The simple fact is they wouldn't need to go to such lengths if any of the cruel, evil pieces of shit actually believed that what they were doing was right on a legal and moral level
I genuinely believe there won't be a single flight to Rwanda containing migrants who don't want to go there. And the Tory cu....er....scum will look like the vile pieces of failed shit they are.
If you have to go to such lengths, and make changes to the judicial system of such magnitude, just to strip people who have come to this country with nothing of the last vestiges of humanity then you should know that what you're doing is not right. Tory scum.
I used to work in an IRC 10 years ago and smartphones were never allowed, they were always taken off them and they were provided with basic phones (bought and credit paid for by the taxpayer) to maintain contact. There was always free internet access - the internet suite in the IRC where I worked had just under 100 computers available 10 hours of the day - to research any phone numbers they needed for legal or charity aid. This isn't a new policy to try and stop them fighting deportation to Rwanda.
IRCs are detention centres, secure establishments that hold people in custody at the request of the home office. In my experience they have similar levels of violence and drug use/smuggling as any mixed population category C prison - and the London ones are sometimes worse. Allowing smartphones in would be just as stupid as allowing smartphones into prisons. I also remember that some mobile phones with limited internet access can be used but there are severe restrictions on what they can access to ensure they're only using it for purposeful reasons - phones had internet access before smartphones.
Is it a sad indictment of the current "Labour" set up that so many of these hard line "Tories" are willing to jump ship and join the Labour Party?
I doubt there are many more (far) right wing MPs than Natalie Elphicke, Starmer should have told her she's not welcome.
I'm not entirely convinced that it is, albeit that I can understand why plenty of people on the left of the Labour party will be distinctly unimpressed by the latest defection.
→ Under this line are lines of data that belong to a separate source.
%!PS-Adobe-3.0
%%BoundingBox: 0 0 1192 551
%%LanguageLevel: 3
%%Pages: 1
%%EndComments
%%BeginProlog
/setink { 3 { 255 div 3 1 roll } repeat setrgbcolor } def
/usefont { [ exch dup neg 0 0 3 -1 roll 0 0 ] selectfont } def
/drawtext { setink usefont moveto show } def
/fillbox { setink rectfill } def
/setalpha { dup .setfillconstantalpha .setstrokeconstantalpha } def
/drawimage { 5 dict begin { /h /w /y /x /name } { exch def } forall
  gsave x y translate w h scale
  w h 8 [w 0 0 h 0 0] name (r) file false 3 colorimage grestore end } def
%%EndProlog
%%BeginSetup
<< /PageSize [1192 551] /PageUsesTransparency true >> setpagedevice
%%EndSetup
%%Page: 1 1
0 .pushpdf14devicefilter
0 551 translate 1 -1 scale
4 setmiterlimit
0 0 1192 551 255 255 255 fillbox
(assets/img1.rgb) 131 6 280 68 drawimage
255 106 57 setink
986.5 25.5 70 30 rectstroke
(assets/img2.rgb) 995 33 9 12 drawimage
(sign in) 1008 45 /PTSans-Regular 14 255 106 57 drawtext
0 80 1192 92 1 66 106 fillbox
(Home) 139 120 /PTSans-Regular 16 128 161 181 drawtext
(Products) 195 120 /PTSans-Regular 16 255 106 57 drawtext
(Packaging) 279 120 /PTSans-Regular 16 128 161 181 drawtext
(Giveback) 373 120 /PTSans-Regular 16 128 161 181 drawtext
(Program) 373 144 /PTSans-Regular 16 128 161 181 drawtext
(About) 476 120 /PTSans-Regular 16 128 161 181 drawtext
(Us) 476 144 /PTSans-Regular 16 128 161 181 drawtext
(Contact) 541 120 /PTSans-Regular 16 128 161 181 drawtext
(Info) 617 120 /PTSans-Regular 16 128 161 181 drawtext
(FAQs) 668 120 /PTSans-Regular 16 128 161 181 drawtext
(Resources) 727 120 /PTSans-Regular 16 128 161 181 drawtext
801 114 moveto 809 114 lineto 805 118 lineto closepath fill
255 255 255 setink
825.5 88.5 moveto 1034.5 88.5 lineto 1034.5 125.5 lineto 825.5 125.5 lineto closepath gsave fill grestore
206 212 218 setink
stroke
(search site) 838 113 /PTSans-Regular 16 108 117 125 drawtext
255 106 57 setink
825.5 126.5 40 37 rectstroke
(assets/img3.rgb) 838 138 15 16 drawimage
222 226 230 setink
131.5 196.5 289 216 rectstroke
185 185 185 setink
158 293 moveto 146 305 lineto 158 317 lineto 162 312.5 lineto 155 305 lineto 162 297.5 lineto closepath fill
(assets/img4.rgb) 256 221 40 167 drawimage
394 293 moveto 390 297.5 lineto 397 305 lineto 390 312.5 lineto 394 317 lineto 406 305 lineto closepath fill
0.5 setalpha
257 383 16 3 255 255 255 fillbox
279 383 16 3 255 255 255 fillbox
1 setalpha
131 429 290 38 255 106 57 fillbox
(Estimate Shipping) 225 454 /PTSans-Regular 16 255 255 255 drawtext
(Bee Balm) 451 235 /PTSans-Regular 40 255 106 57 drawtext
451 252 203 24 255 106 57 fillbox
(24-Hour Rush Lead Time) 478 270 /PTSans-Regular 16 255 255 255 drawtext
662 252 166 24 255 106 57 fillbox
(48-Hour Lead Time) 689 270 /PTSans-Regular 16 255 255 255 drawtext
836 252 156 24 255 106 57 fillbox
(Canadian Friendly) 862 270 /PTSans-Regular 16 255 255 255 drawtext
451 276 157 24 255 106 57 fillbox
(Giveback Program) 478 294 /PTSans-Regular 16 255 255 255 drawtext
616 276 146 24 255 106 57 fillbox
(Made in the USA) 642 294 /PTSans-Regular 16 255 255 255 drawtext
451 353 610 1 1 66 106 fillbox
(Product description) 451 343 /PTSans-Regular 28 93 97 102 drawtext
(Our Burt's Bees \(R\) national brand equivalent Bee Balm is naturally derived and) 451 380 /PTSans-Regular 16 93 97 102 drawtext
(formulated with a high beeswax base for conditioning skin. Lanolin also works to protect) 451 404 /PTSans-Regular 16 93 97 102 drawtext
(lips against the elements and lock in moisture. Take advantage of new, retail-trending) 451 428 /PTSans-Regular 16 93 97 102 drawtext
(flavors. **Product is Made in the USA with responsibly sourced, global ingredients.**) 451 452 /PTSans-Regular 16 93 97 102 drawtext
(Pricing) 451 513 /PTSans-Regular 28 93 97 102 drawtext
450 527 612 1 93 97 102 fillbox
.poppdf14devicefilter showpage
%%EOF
Certainly if a bookmaker had been offering odds on which Tory MP would defect next, I'd have expected to see Natalie Elphicke as a very big outsider before midday today. The problem I have with this defection is it just looks odd. With Christian Wakeford and Dan Poulter before her, there was at least some sort of logic to their decisions based on key issues of the day and them keeping their own counsel until they took the plunge. But, even though one article I've read this afternoon has suggested Ms Elphicke's views are actually somewhat closer to Labour's position on issues like housing and small boat crossings than might be apparent, appearances look rather different based on the immediate optics of a seemingly hard-nosed, hard-line Brexiteer Tory crossing the floor. That, of course, is the point, though. The Labour calculation has to be that, in the minds of non-partisan voters, this plays far more as 'Rishi Sunak can't deliver one of his fundamental pledges', rather than anything else. I suspect they're probably right.
Rishi Sunak to warn next few years 'most dangerous' for UK in major speech That headline. It's almost as if he actively doesn't want to be elected. I'd say re-elected, but the useless, short arsed prick never had a mandate in the first place.
Sounds like fear mongering that he/tories are the only ones to get us through......even though its mostly the tories fault. People will fall for it too.